AKS primality test has $O(\log(n)^6)$ complexity. Here, the complexity of solving does not increase exponentially with the size of the input. However, multiplication is (either naïvely or correctly?) assumed to be a one-way function.

2. Problems that are easy to solve can seem very hard to solve

XOR-SAT, and more generally systems of linear equations, are very easy to solve using Gaussian Elimination. But if you express the exact same problems in SAT, now they seem to be hard because you have no algorithm that wants to deal with SAT.

Why should it be impossible to find an algorithm that would solve at least all the "easy" SAT formulas (2SAT, linear problems, etc...) in polynomial time? In other words, we can't even automatically recognize and solve the problems, that we know are easy. And if you can find such a general algorithm for all "easy" problems, why couldn't it be tweaked to deal with the "random" problems? Where does the difficulty actually begin and how to measure it?

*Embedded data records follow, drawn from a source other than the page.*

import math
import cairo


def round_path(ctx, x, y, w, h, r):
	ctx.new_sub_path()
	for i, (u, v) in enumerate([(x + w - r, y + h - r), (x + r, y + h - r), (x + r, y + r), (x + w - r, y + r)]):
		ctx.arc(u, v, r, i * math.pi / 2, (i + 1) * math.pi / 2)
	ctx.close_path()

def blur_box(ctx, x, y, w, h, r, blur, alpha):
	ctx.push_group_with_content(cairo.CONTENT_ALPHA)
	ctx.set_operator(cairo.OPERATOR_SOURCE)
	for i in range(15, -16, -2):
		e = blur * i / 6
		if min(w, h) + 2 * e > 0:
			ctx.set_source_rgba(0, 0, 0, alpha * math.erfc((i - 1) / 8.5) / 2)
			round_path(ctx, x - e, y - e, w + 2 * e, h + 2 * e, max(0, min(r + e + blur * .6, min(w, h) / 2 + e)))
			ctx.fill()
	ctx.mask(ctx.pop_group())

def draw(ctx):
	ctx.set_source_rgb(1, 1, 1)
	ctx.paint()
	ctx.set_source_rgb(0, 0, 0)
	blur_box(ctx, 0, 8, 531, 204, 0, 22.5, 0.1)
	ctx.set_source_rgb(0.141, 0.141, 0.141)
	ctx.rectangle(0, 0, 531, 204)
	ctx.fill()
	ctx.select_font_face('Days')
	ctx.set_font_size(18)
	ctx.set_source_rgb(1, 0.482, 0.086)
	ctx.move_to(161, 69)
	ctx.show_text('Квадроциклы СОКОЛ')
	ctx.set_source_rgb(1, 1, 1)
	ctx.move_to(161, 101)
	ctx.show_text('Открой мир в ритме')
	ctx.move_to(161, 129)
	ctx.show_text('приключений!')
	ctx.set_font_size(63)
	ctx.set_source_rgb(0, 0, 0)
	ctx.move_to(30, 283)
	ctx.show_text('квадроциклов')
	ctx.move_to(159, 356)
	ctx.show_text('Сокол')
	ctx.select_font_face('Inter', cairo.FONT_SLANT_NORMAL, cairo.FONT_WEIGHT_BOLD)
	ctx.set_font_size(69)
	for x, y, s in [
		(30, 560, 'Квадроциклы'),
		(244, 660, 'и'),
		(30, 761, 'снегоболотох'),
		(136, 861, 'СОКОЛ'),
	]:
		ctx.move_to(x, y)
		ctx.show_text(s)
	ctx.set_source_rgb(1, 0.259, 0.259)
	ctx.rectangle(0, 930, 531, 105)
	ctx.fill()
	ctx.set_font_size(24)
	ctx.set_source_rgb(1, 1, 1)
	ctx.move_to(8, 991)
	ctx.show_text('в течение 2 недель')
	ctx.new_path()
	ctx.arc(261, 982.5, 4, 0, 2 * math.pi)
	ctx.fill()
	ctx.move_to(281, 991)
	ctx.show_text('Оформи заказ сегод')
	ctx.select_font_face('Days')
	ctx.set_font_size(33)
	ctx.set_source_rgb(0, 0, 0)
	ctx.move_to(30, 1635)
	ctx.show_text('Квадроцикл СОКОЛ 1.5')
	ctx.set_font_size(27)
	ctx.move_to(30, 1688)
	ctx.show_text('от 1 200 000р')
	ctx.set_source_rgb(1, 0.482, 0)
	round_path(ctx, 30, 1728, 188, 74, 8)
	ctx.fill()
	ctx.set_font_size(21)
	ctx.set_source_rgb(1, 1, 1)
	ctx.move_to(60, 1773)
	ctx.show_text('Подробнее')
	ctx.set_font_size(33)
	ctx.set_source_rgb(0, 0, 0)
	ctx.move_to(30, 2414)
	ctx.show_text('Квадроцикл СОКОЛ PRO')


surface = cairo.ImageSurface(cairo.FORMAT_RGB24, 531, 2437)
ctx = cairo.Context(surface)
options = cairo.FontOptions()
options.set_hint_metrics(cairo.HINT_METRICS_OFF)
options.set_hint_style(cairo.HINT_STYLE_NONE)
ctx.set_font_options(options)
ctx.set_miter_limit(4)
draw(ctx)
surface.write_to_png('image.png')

3. (2SAT + XOR-SAT) is NP-complete

Both 2SAT and XOR-SAT are in P. They can only express "simple" problems. But the combination (a formula that allows both 2SAT and XOR-SAT clauses) is NP-complete. It shows that simple information can express any problem in NP without using 3SAT or k-SAT.

4. The arguments commonly used to argue that SAT is hard, could be used to argue that 2SAT or XOR-SAT are hard

This is a classic way to shoot down a failed P != NP proof. Use the arguments of the author to show that an easy problem would be very hard, should their arguments be fair...

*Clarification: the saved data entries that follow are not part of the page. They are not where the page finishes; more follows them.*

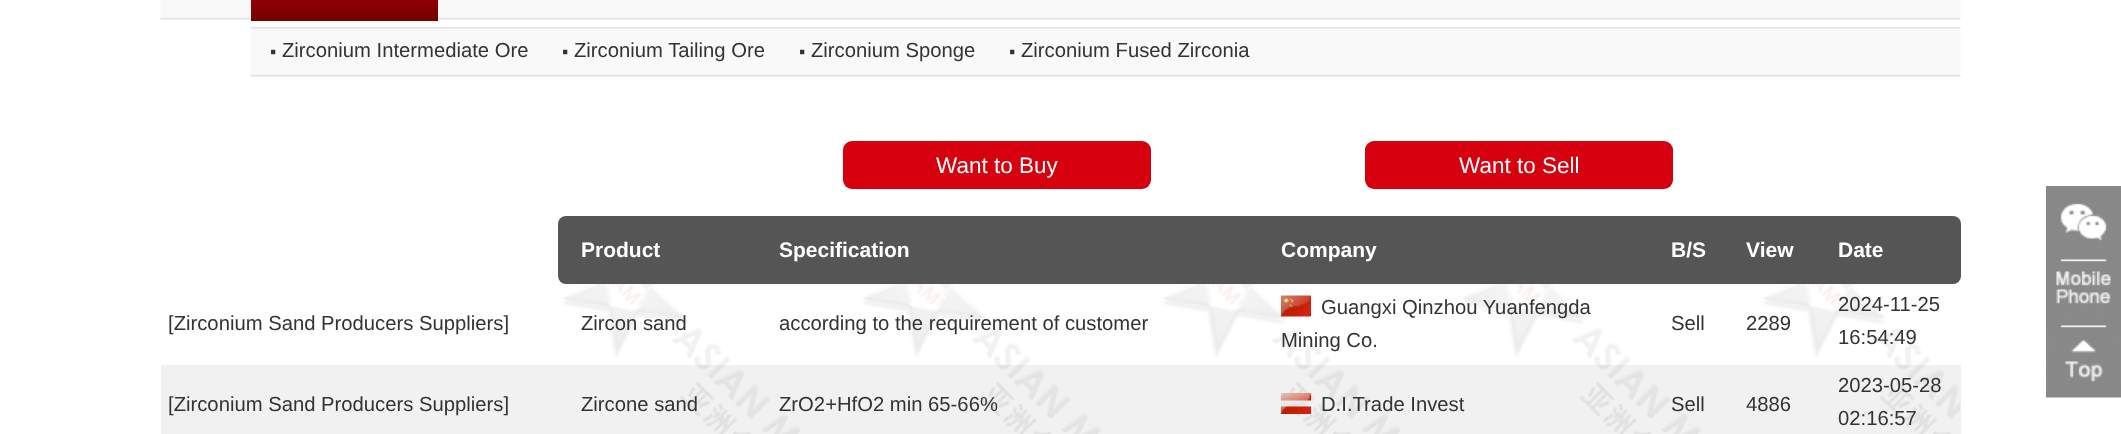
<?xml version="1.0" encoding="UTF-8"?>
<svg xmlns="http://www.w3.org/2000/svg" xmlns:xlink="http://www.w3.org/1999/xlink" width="2121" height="434">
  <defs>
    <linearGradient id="g1" gradientUnits="userSpaceOnUse" x1="344" y1="-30" x2="344" y2="21"><stop offset="0" stop-color="#d7000f" /><stop offset="0.5" stop-color="#950006" /><stop offset="1" stop-color="#730101" /></linearGradient>
  </defs>
  <rect width="100%" height="100%" fill="#ffffff" />
  <image x="160" y="0" width="91" height="20" xlink:href="image1.png" />
  <image x="250" y="0" width="1711" height="77" xlink:href="image2.png" />
  <rect x="251" width="187" height="21" fill="url(#g1)" />
  <rect x="161" y="365" width="397" height="69" fill="#f1f1f1" />
  <rect x="843" y="141" width="308" height="48" rx="9" fill="#d7000f" />
  <rect x="1365" y="141" width="308" height="48" rx="9" fill="#d7000f" />
  <image x="563" y="284" width="1398" height="150" xlink:href="image3.png" />
  <rect x="558" y="216" width="1403" height="68" rx="8" fill="#555555" />
  <image x="1281" y="295" width="30" height="22" xlink:href="image4.png" />
  <rect x="558" y="365" width="1403" height="69" fill="#0f0f0f" fill-opacity="0.06" />
  <image x="1281" y="393" width="30" height="21" xlink:href="image5.png" />
  <rect x="2046" y="186" width="75" height="144" fill="#888888" />
  <image x="2060" y="203" width="47" height="59" xlink:href="image6.png" />
  <image x="2056" y="271" width="55" height="57" xlink:href="image7.png" />
  <image x="2046" y="330" width="75" height="68" xlink:href="image8.png" />
  <text x="269" y="62" style="font-family: Liberation Sans; font-size: 30px; font-weight: bold; fill: #333333">·</text>
  <text x="282" y="57" style="font-family: Liberation Sans; font-size: 20.25px; fill: #333333">Zirconium Intermediate Ore</text>
  <text x="561" y="62" style="font-family: Liberation Sans; font-size: 30px; font-weight: bold; fill: #333333">·</text>
  <text x="574" y="57" style="font-family: Liberation Sans; font-size: 20.25px; fill: #333333">Zirconium Tailing Ore</text>
  <text x="798" y="62" style="font-family: Liberation Sans; font-size: 30px; font-weight: bold; fill: #333333">·</text>
  <text x="811" y="57" style="font-family: Liberation Sans; font-size: 20.25px; fill: #333333">Zirconium Sponge</text>
  <text x="1008" y="62" style="font-family: Liberation Sans; font-size: 30px; font-weight: bold; fill: #333333">·</text>
  <text x="1021" y="57" style="font-family: Liberation Sans; font-size: 20.25px; fill: #333333">Zirconium Fused Zirconia</text>
  <text x="168" y="330" style="font-family: Liberation Sans; font-size: 20.25px; fill: #333333">[Zirconium Sand Producers Suppliers]</text>
  <text x="168" y="411" style="font-family: Liberation Sans; font-size: 20.25px; fill: #333333">[Zirconium Sand Producers Suppliers]</text>
  <text x="936" y="173" style="font-family: Liberation Sans; font-size: 22.5px; fill: #ffffff">Want to Buy</text>
  <text x="1459" y="173" style="font-family: Liberation Sans; font-size: 22.5px; fill: #ffffff">Want to Sell</text>
  <text x="581" y="257" style="font-family: Liberation Sans; font-size: 21px; font-weight: bold; fill: #ffffff">Product</text>
  <text x="779" y="257" style="font-family: Liberation Sans; font-size: 21px; font-weight: bold; fill: #ffffff">Specification</text>
  <text x="1281" y="257" style="font-family: Liberation Sans; font-size: 21px; font-weight: bold; fill: #ffffff">Company</text>
  <text x="1671" y="257" style="font-family: Liberation Sans; font-size: 21px; font-weight: bold; fill: #ffffff">B/S</text>
  <text x="1746" y="257" style="font-family: Liberation Sans; font-size: 21px; font-weight: bold; fill: #ffffff">View</text>
  <text x="1838" y="257" style="font-family: Liberation Sans; font-size: 21px; font-weight: bold; fill: #ffffff">Date</text>
  <text x="581" y="330" style="font-family: Liberation Sans; font-size: 20.25px; fill: #333333">Zircon sand</text>
  <text x="779" y="330" style="font-family: Liberation Sans; font-size: 20.25px; fill: #333333">according to the requirement of customer</text>
  <text x="1321" y="314" style="font-family: Liberation Sans; font-size: 20.25px; fill: #333333">Guangxi Qinzhou Yuanfengda</text>
  <text x="1281" y="347" style="font-family: Liberation Sans; font-size: 20.25px; fill: #333333">Mining Co.</text>
  <text x="1671" y="330" style="font-family: Liberation Sans; font-size: 20.25px; fill: #333333">Sell</text>
  <text x="1746" y="330" style="font-family: Liberation Sans; font-size: 20.25px; fill: #333333">2289</text>
  <text x="1838" y="311" style="font-family: Liberation Sans; font-size: 20.25px; fill: #333333">2024-11-25</text>
  <text x="1838" y="344" style="font-family: Liberation Sans; font-size: 20.25px; fill: #333333">16:54:49</text>
  <text x="581" y="411" style="font-family: Liberation Sans; font-size: 20.25px; fill: #333333">Zircone sand</text>
  <text x="779" y="411" style="font-family: Liberation Sans; font-size: 20.25px; fill: #333333">ZrO2+HfO2 min 65-66%</text>
  <text x="1321" y="411" style="font-family: Liberation Sans; font-size: 20.25px; fill: #333333">D.I.Trade Invest</text>
  <text x="1671" y="411" style="font-family: Liberation Sans; font-size: 20.25px; fill: #333333">Sell</text>
  <text x="1746" y="411" style="font-family: Liberation Sans; font-size: 20.25px; fill: #333333">4886</text>
  <text x="1838" y="392" style="font-family: Liberation Sans; font-size: 20.25px; fill: #333333">2023-05-28</text>
  <text x="1838" y="425" style="font-family: Liberation Sans; font-size: 20.25px; fill: #333333">02:16:57</text>
</svg>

  • A number of different assignments that is exponential in the number of variables? Also in XOR-SAT.
  • The inefficiency of checking the assignments one by one? Also in XOR-SAT.
  • The high dependency between all variables? Also in XOR-SAT.
  • The inefficiency of testing the variables separately? Also in XOR-SAT.
  • The clauses can be combined together in a combinatorial amount of ways, and the combinations can be combined as well, in a completely chaotic way if that's what you want to do? Also in XOR-SAT.
  • There seems to be no algorithm that can solve it in polynomial time? Well if you haven't been taught about Gaussian Elimination, surely you are in trouble when trying to find a satisfying assignment for XOR-SAT. You can try to run a SAT solver that tries to build random assignments on the system of linear equations, and it will fail in a spectacular way. The exponential complexity only proves that you are obviously using the wrong method, not that there is no correct method.

5. No one is able to prove P != NP so far

If random hard problems in NP are so obviously irreducibly combinatorial, why should the difficulty of proving it be so hard, that no one has done it yet? (I know the argument is often used the other way around). After all, there is also a big reward (1 million dollars) for the first person who can speak elegantly about this problem. If it the difficulty of NP is so obviously real, why is no one speaking elegantly about it?

It was very easy to demonstrate that EXPTIME and P are different. The reason why P != NP is so hard to prove, could be that it's false.

6. Finding algorithms takes effort and motivation

Human beings are limited by time, energy, money... If the best algorithm for a NP-complete problem is difficult to construct (thousands of lines of code, involving various advanced original concepts), then the effort required to unravel the truth in this direction could be high. If on top of that, no one actually believes that P = NP is possible, then no one is going to invest the required effort to even think about it.

7. The consequences are mind-blowing, but not impossible to imagine

Obviously if P=NP, then a lot of assumptions will go away. Cryptography doesn't work. The value of cryptocurrency will be zero. You can't protect any secret or communication using only mathematics, in plain sight of everyone. You can "design" all sort of amazing things just by describing their characteristics through satisfiability. You can quickly train AI to be better than humans at everything.

The consequences are mind blowing, but still easy to imagine. You would be able to solve quickly anything you can verify quickly, but... nothing more. You would not get any unbelievable extra-physical ability. Your computer would not break the laws of physics. There would be still be plenty of unsolvable problems in EXPTIME because the solution cannot be verified quickly.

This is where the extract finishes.